WHAT IS REQUIRED: Look through the records below and say how many lines include "RAMAKANTA". Give only that number.

▬▬▬▬▬▬▬▬▬▬

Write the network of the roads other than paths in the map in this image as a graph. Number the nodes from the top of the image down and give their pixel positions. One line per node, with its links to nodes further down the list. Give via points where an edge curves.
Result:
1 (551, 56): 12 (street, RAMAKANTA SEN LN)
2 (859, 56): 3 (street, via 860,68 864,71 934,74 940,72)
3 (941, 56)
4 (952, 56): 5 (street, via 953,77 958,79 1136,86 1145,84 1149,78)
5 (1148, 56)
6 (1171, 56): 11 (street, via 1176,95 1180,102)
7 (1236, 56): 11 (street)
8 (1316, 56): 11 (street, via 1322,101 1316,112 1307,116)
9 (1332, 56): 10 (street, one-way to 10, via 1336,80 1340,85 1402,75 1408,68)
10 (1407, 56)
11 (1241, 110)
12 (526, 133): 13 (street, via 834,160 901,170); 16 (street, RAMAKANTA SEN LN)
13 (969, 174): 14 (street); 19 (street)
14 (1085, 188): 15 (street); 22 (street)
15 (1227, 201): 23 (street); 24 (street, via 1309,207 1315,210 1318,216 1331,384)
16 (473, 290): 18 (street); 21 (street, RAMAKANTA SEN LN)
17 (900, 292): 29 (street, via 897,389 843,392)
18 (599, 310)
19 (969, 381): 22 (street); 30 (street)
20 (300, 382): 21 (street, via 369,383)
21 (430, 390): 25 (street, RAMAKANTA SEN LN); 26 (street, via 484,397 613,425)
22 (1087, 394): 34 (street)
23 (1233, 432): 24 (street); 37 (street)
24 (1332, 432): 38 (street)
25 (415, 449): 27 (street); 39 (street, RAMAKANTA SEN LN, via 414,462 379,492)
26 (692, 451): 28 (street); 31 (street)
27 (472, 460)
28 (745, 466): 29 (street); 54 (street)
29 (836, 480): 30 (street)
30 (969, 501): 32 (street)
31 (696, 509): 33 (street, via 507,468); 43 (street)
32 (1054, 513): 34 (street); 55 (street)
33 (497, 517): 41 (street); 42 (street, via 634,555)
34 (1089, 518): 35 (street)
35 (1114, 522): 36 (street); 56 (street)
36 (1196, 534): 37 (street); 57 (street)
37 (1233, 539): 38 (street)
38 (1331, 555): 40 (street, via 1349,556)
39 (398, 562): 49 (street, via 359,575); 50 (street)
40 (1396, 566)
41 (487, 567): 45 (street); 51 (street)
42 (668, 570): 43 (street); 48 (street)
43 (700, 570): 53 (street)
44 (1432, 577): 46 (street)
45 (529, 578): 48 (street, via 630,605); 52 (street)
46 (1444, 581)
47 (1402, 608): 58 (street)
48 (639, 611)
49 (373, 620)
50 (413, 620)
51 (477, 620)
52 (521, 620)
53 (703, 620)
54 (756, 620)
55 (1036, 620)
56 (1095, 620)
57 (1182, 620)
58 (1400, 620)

▬▬▬▬▬▬▬▬▬▬

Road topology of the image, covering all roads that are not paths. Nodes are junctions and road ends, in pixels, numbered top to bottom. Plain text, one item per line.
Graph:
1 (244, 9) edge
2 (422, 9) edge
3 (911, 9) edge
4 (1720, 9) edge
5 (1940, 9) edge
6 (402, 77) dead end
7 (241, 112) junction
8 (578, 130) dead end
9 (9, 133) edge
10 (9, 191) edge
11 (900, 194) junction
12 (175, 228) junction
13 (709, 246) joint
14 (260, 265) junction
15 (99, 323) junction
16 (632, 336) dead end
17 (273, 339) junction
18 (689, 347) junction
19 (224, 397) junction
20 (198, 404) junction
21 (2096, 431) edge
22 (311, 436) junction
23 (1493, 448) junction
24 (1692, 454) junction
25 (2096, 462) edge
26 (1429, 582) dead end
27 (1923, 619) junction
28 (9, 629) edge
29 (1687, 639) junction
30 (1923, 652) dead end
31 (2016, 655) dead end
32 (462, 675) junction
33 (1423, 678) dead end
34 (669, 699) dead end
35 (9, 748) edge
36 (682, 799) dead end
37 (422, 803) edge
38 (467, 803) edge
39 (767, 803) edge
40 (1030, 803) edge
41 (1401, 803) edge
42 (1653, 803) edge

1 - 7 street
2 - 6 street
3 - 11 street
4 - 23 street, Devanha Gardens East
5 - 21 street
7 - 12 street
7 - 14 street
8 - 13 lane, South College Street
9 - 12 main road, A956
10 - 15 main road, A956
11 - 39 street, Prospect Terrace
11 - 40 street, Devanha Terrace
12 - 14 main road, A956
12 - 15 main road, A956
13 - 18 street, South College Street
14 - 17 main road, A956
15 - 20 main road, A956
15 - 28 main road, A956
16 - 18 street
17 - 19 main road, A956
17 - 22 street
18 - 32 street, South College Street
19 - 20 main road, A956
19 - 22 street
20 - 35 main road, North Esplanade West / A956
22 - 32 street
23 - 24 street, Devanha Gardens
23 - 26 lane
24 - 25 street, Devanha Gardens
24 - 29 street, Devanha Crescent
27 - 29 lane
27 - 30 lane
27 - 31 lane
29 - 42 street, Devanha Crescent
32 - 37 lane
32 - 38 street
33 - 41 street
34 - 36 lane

▬▬▬▬▬▬▬▬▬▬

ANSWER SPACE: 5